[Opening Source records section]

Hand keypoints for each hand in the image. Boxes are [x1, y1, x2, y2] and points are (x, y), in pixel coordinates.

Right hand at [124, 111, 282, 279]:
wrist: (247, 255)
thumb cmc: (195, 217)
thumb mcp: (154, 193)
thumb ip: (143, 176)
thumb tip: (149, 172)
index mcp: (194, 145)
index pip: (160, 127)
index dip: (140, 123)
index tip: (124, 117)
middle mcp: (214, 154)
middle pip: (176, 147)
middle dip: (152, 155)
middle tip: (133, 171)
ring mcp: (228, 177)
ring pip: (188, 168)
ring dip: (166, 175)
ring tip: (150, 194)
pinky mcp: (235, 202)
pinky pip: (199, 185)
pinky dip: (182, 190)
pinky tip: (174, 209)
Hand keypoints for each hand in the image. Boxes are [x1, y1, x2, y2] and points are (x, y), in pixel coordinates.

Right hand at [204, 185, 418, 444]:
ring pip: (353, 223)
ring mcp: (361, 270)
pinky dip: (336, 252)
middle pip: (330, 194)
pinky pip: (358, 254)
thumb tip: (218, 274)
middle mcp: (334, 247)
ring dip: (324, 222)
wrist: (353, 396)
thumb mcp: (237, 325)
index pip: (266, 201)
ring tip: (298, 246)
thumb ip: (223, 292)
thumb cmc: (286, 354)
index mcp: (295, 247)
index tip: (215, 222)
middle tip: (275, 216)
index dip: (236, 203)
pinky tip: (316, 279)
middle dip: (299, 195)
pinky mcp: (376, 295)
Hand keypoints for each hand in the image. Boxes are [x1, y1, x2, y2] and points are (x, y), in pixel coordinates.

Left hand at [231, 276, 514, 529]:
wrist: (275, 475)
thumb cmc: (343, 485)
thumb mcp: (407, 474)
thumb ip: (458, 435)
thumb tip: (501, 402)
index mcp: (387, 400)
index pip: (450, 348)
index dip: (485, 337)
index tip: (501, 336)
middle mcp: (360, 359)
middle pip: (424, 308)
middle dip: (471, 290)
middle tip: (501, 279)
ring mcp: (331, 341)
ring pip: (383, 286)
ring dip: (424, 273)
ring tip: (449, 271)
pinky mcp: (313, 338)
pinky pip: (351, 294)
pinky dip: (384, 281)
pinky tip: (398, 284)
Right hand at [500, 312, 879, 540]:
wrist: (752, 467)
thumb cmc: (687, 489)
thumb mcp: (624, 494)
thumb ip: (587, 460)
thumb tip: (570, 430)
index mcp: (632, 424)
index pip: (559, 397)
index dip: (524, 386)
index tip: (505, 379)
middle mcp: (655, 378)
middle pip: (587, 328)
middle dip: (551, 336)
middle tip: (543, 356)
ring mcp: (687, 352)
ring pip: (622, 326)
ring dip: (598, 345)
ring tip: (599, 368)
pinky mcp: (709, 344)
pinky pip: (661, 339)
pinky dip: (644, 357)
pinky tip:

[Closing Source records section]

--- Task ---
What you return should be exactly the lines above, starting at the one with "thumb tip: (218, 274)" and ending at the one with "middle dip: (551, 336)", and nothing else.

--- Result for this task ---
thumb tip: (218, 274)
middle mcp: (334, 247)
ring dip: (324, 222)
wrist: (353, 396)
thumb mcp: (237, 325)
index pip: (266, 201)
ring tip: (298, 246)
thumb ip: (223, 292)
thumb cmc: (286, 354)
index mcp: (295, 247)
index tip: (215, 222)
middle tip: (275, 216)
index dip: (236, 203)
pinky tip: (316, 279)
middle dip: (299, 195)
pinky mcp: (376, 295)
Hand keypoints for each hand in the image. Boxes are [x1, y1, x2, y2] and points are (x, y), in pixel coordinates.

Left hand at [231, 276, 514, 529]:
wrist: (275, 475)
thumb cmc: (343, 485)
thumb mcp: (407, 474)
thumb ip: (458, 435)
thumb tip: (501, 402)
index mcp: (387, 400)
index pip: (450, 348)
index dip: (485, 337)
index tip: (501, 336)
middle mcp: (360, 359)
middle pip: (424, 308)
middle dip: (471, 290)
middle tip: (501, 279)
ring mcp: (331, 341)
ring pip: (383, 286)
ring dip: (424, 273)
ring tip: (449, 271)
pinky mcp: (313, 338)
pinky pip: (351, 294)
pinky dip: (384, 281)
pinky tip: (398, 284)
Right hand at [500, 312, 879, 540]:
wrist: (752, 467)
thumb cmc: (687, 489)
thumb mcp: (624, 494)
thumb ip: (587, 460)
thumb tip: (570, 430)
index mcp: (632, 424)
index pip: (559, 397)
index dip: (524, 386)
index tip: (505, 379)
middle mcp: (655, 378)
middle pip: (587, 328)
middle dip: (551, 336)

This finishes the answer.